Film | 0:04:50 | Espagne | 2018
OraProNobis
Ora pro nobis/Priez pour nous, cette intercession psalmodiée lors de la litanie des saints ou adressée à la Vierge dans l’Ave Maria/le Je vous salue Marie s’entend cyniquement en humour noir. Ce footage réveille ou rend hommage ou se distancie jusqu’à attaquer les films dont il emprunte des plans iconiques comme sonores.
OraProNobis garde son aplomb en un montage déchaîné d’images de films noirs, de thriller, de revenants dévorateurs de cadavres et de western, genre qui n’a pas davantage lésiné sur la violence et la mort.
Les topoï s’y bousculent couteau, revolver et autres armes, visage blême du menacé, rictus du menaçant, porte que l’on barricade, murs que l’on frôlent, gesticulation et jambes levées des danseuses de boîtes de nuit… Le plan augural s’en distingue, par sa précision et sa reprise et parce que s’y entend en in, l’appel au secours au téléphone de La charmante demoiselle blonde inquiète.
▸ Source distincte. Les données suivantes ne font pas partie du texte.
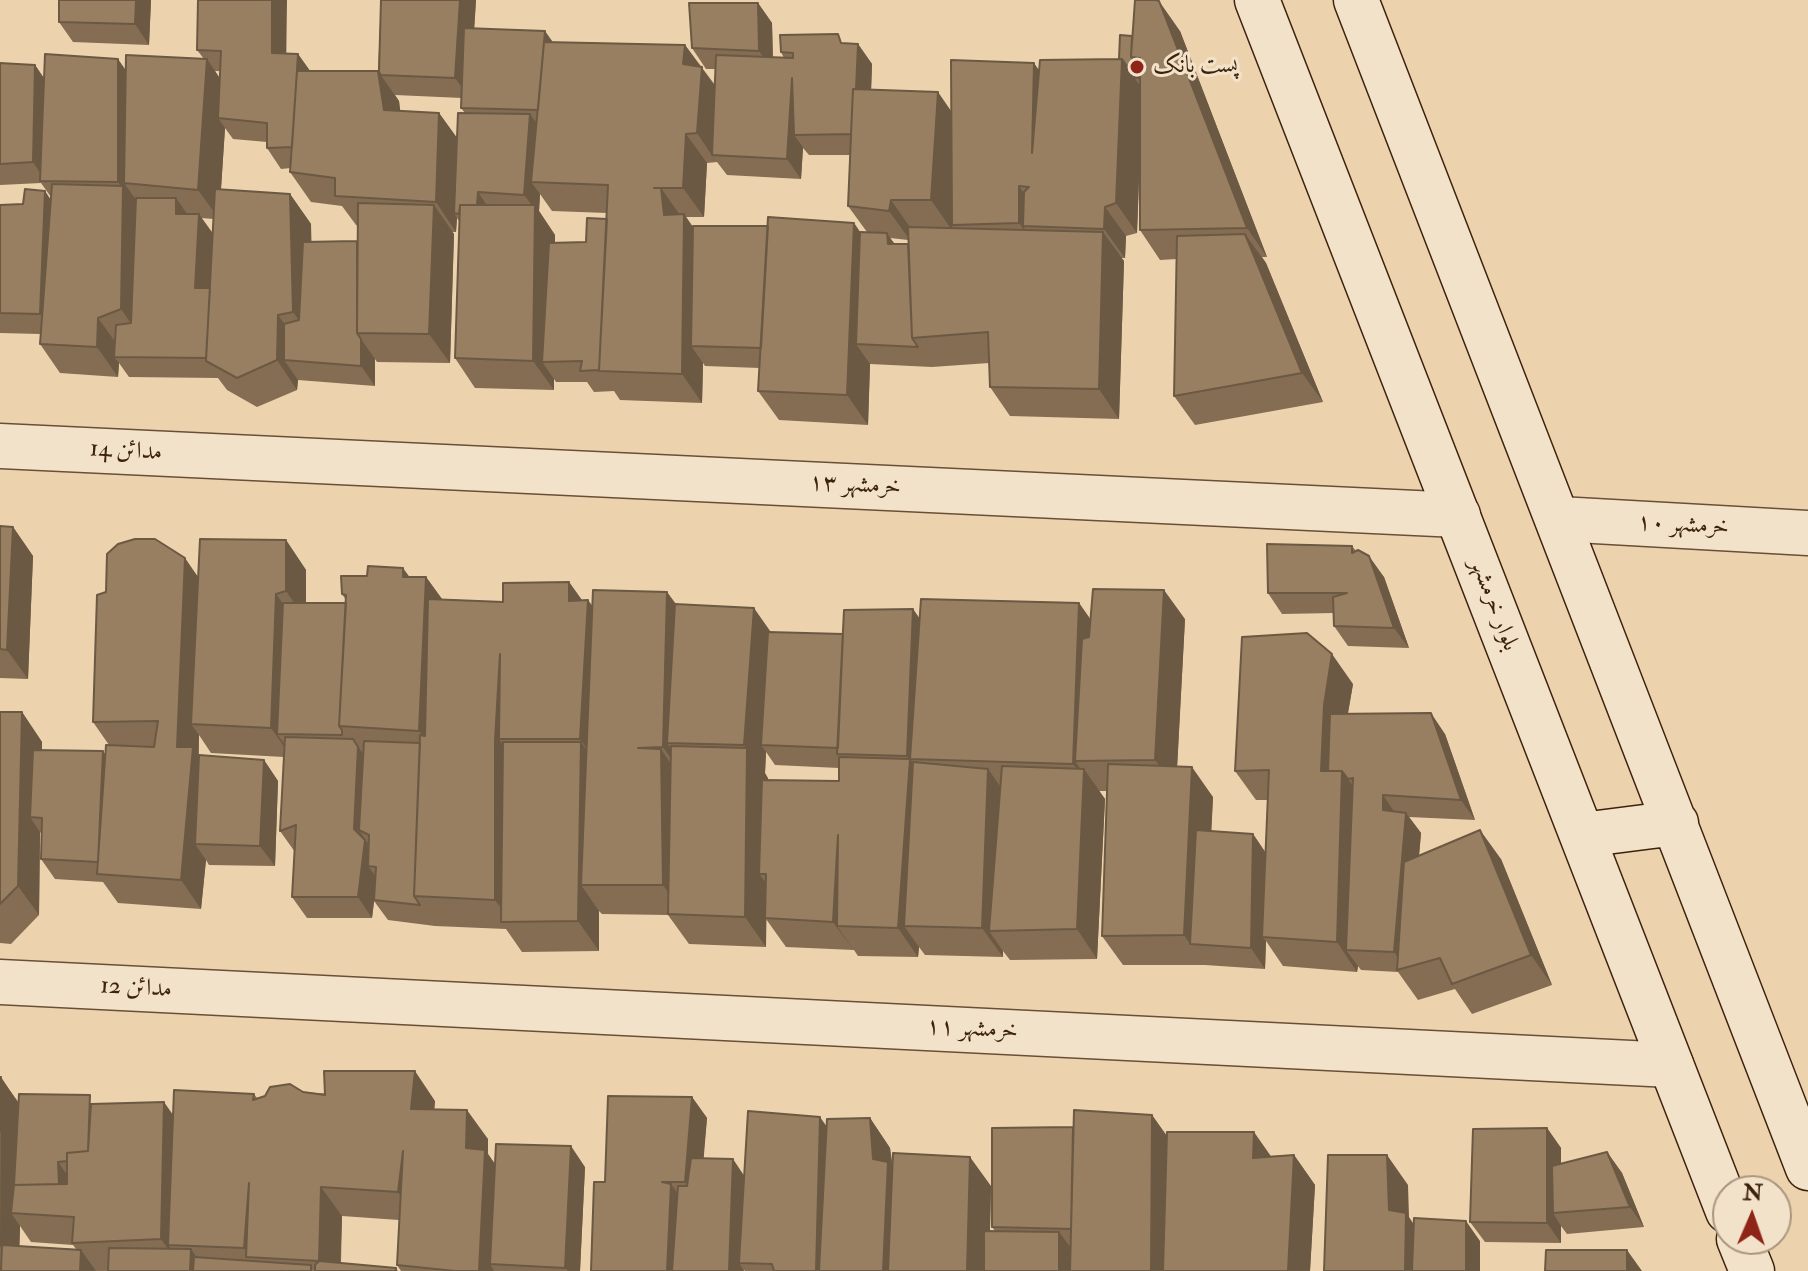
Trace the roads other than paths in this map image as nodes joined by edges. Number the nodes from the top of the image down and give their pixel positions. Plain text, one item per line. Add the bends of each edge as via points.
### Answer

Cependant, ce plan s’il n’annonce pas la déconstruction du plan, atteste du statut footage de films de genre alors qu’à sa suite, et précision et reconnaissance de la source sont aussitôt refusées.
Sont plutôt de règle, les superpositions du même ou de plans divers, les teintages ou les colorisations ou solarisations partielles de tel ou tel objet ou membres du corps.
L’accélération et/ou la répétition du geste, la concaténation de fragments ne prennent pas le modèle de la prière mais avancent en rock and roll, selon la musique endiablée de Juan Carlos Martín de Valladolid, Sofa TV.
Si des fragments de scène se dessinent – l’attaque, le guet, la dévoration du cadavre, c’est que leur schéma est connu, topique et non par projet de leur faire raconter une
histoire. Rédemption de Coppola peut croiser et être croisé avec Panique à Yucca
City avec John Wayne, La danse de la vie avec La Nuit des morts vivants de Romero et quelques autres; la logique est celle de faire-vidéo en un flux mouvementé, quand elle poursuit la potentialité du film. C’est préférer le mode subjonctif du cinématographique à la coupe réglée narrative qui voudrait faire oublier qu’il y a motif à composition en actes.